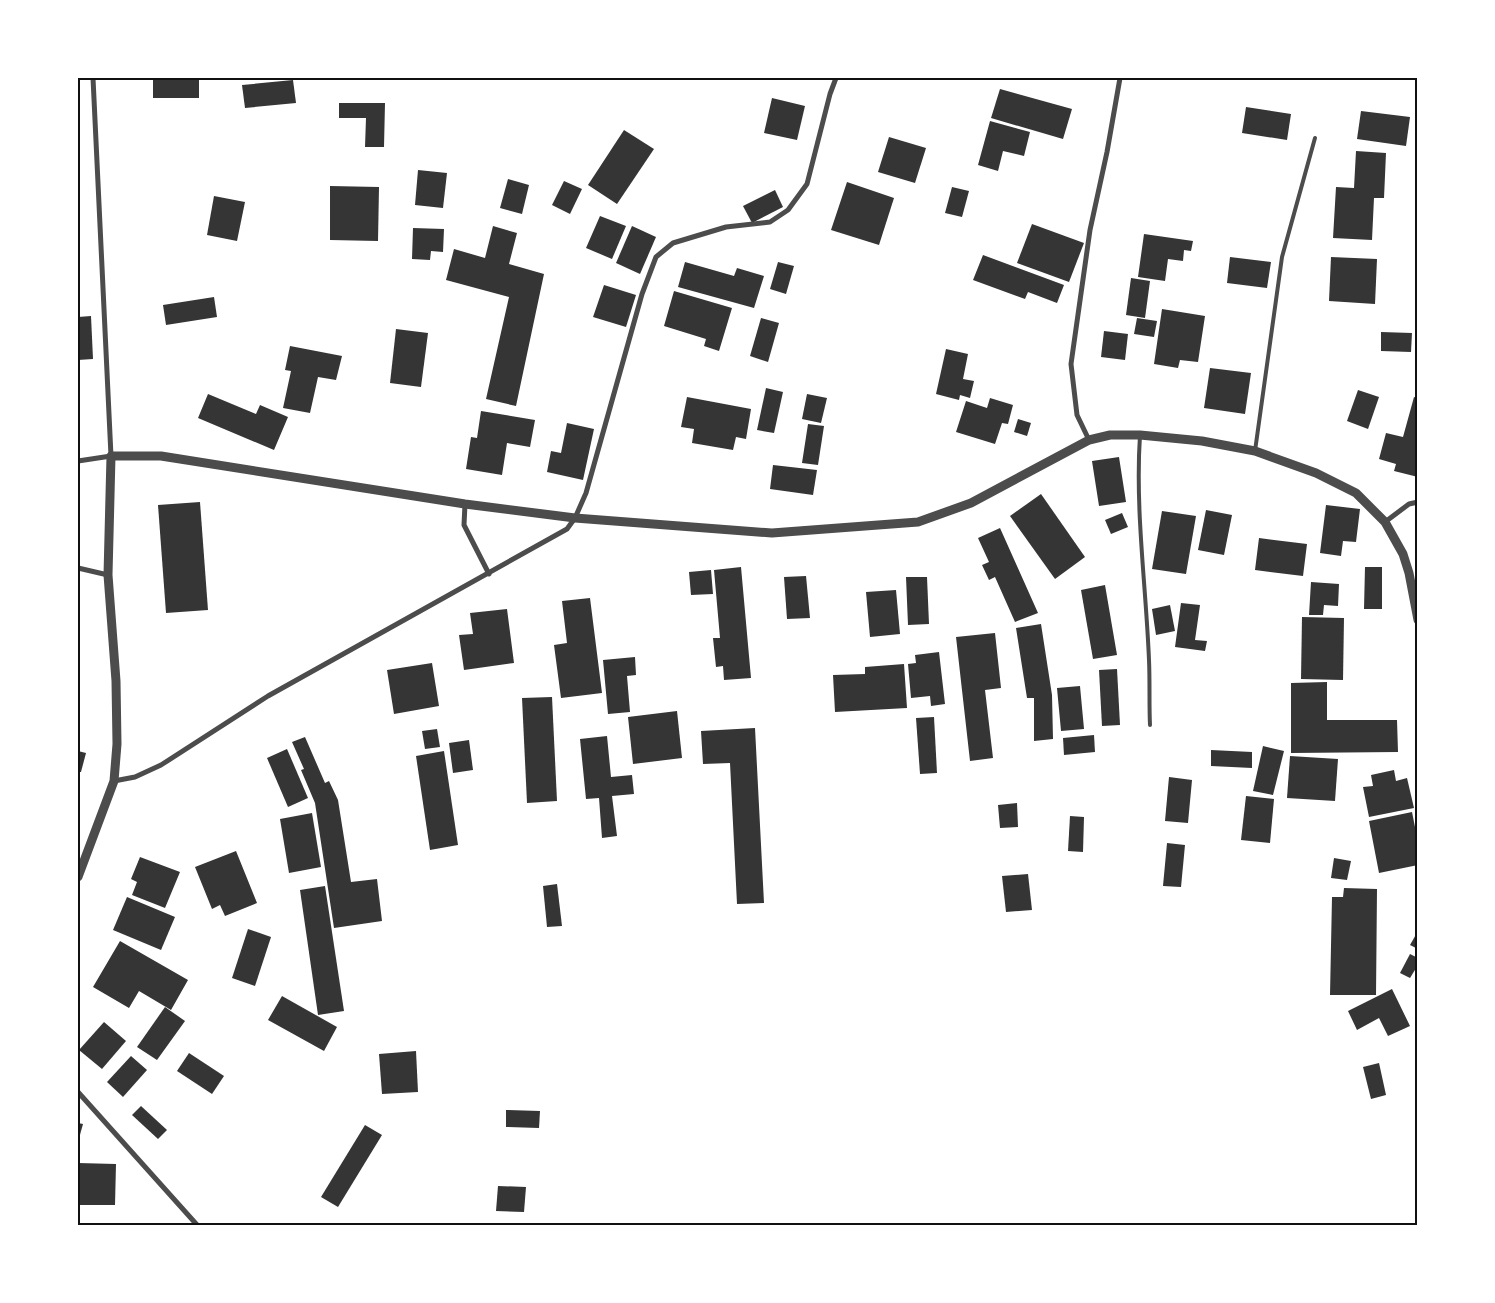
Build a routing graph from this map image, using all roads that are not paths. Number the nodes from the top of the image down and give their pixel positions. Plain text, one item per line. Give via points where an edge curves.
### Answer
1 (93, 78) edge
2 (836, 78) edge
3 (1120, 78) edge
4 (1315, 138) dead end
5 (1140, 435) junction
6 (1089, 440) junction
7 (1255, 451) junction
8 (111, 456) junction
9 (78, 460) edge
10 (1418, 502) edge
11 (465, 504) junction
12 (575, 518) junction
13 (1385, 522) junction
14 (78, 568) edge
15 (489, 574) junction
16 (108, 575) junction
17 (1415, 588) edge
18 (1418, 620) edge
19 (1150, 725) dead end
20 (114, 782) junction
21 (78, 877) edge
22 (78, 1092) edge
23 (198, 1226) edge

1 - 8 street
2 - 12 street via 807,184 788,210 770,222 726,227 673,243 656,257 642,294 586,493
3 - 6 street via 1090,230 1071,364 1077,414
4 - 7 lane via 1282,257
5 - 6 street via 1110,435
5 - 7 street via 1202,441
5 - 19 lane via 1140,544 1149,660
6 - 12 street via 971,503 918,522 772,533
7 - 13 street via 1316,473 1356,493
8 - 9 street
8 - 11 street via 161,456
8 - 16 street
10 - 13 street via 1409,504
11 - 12 street
11 - 15 street via 464,525
12 - 15 street via 567,529
13 - 17 street via 1403,554
14 - 16 street
15 - 20 street via 268,696 161,765 136,777
16 - 20 street via 116,681
17 - 18 street
20 - 21 street
22 - 23 street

━━━━━━

Your answer must be a verbatim copy of the entries above, with no images included.

Answer box
Build a routing graph from this map image, using all roads that are not paths. Number the nodes from the top of the image down and give their pixel positions. Plain text, one item per line. Give via points where an edge curves.
### Answer
1 (93, 78) edge
2 (836, 78) edge
3 (1120, 78) edge
4 (1315, 138) dead end
5 (1140, 435) junction
6 (1089, 440) junction
7 (1255, 451) junction
8 (111, 456) junction
9 (78, 460) edge
10 (1418, 502) edge
11 (465, 504) junction
12 (575, 518) junction
13 (1385, 522) junction
14 (78, 568) edge
15 (489, 574) junction
16 (108, 575) junction
17 (1415, 588) edge
18 (1418, 620) edge
19 (1150, 725) dead end
20 (114, 782) junction
21 (78, 877) edge
22 (78, 1092) edge
23 (198, 1226) edge

1 - 8 street
2 - 12 street via 807,184 788,210 770,222 726,227 673,243 656,257 642,294 586,493
3 - 6 street via 1090,230 1071,364 1077,414
4 - 7 lane via 1282,257
5 - 6 street via 1110,435
5 - 7 street via 1202,441
5 - 19 lane via 1140,544 1149,660
6 - 12 street via 971,503 918,522 772,533
7 - 13 street via 1316,473 1356,493
8 - 9 street
8 - 11 street via 161,456
8 - 16 street
10 - 13 street via 1409,504
11 - 12 street
11 - 15 street via 464,525
12 - 15 street via 567,529
13 - 17 street via 1403,554
14 - 16 street
15 - 20 street via 268,696 161,765 136,777
16 - 20 street via 116,681
17 - 18 street
20 - 21 street
22 - 23 street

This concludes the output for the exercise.